Um, Did Trump See Fox News' Chyron Mistake Before Tweeting It Out?
As he delivered his speech in Warsaw's Krasinski Square on Thursday, Trump thundered to the Polish crowd that "the West was saved with the blood of patriots." Later in the day, he shared a Fox News tweet of the video of the speech on Twitter. Unfortunately, it contained an unfortunate error, misspelling "patriots" so that the Fox News clip's chyron read, "POTUS: West Saved by the Blood of Patriarchs."
During live speeches like this one, chyron writers have to provide verbatim quotes from the speaker in real time. This can be difficult, and mistakes are not uncommon. However, this particular misspelling left social media users quite amused.
Here is what Trump actually said:
The memories of those who perished in the Warsaw Uprising cry out across the decades, and few are clearer than the memories of those who died to build and defend the Jerusalem Avenue crossing. Those heroes remind us that the West was saved with the blood of patriots; that each generation must rise up and play their part in its defense and that every foot of ground, and every last inch of civilization, is worth defending with your life.

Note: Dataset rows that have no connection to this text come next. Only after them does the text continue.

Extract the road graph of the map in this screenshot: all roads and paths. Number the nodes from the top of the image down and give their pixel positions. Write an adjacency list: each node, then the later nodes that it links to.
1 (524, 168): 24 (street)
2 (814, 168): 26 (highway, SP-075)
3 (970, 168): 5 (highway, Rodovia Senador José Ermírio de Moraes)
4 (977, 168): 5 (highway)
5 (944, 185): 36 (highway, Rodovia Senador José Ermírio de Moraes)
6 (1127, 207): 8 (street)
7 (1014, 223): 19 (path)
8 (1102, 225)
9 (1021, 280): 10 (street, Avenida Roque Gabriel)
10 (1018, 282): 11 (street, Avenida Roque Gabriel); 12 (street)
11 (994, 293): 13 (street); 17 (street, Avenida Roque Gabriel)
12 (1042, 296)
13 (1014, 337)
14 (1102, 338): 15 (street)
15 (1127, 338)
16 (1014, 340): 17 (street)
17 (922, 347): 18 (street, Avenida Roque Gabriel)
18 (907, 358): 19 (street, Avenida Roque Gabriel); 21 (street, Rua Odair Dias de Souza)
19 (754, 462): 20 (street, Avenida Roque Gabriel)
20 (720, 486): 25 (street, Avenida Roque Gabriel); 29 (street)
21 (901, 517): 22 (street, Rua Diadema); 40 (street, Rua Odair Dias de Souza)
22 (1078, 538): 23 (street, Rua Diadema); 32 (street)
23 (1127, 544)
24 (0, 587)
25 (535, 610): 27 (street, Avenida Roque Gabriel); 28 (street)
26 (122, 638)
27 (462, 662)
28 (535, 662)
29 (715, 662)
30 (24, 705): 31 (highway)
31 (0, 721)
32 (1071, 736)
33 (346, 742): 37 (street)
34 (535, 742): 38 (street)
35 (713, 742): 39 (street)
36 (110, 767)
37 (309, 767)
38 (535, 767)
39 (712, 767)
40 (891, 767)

As The Washington Post's Aaron Blake suggested, Fox News' "patriarchs" gaffe was perhaps rendered all the more hilarious by the fact that Trump is one of the least likely people to credit other patriarchs for saving the West — or to laud the decline of the patriarchy, depending on how you interpret the chyron typo. However, Trump has said many shocking things in the past that "blood of patriarchs" would likely pale in comparison.
Many social media users, though thoroughly amused, were unsurprised by the error.
Nonetheless, the chyron typo provided a sufficient amount of entertainment on Twitter.
Despite how quickly Fox News' error was noticed, there were still some Twitter users who wondered whether Trump had actually said that the west had been saved with the blood of patriarchs. These people seemed to be in the minority, however, because the majority of tweets about the chyron typo poked fun at both Trump and Fox News.
Some Twitter users were convinced they had entered an alternate reality straight out of Game of Thrones, while others vaguely entertained the notion that the blood of patriarchs could be really useful for making magical sacrifices — a notion that had some actual patriarchs concerned.
Again, chyron typos are not that unusual, so this typo isn't particularly shocking. On the contrary, — and likely to the writer's displeasure — this particular typo was just too ironic for social media to ignore.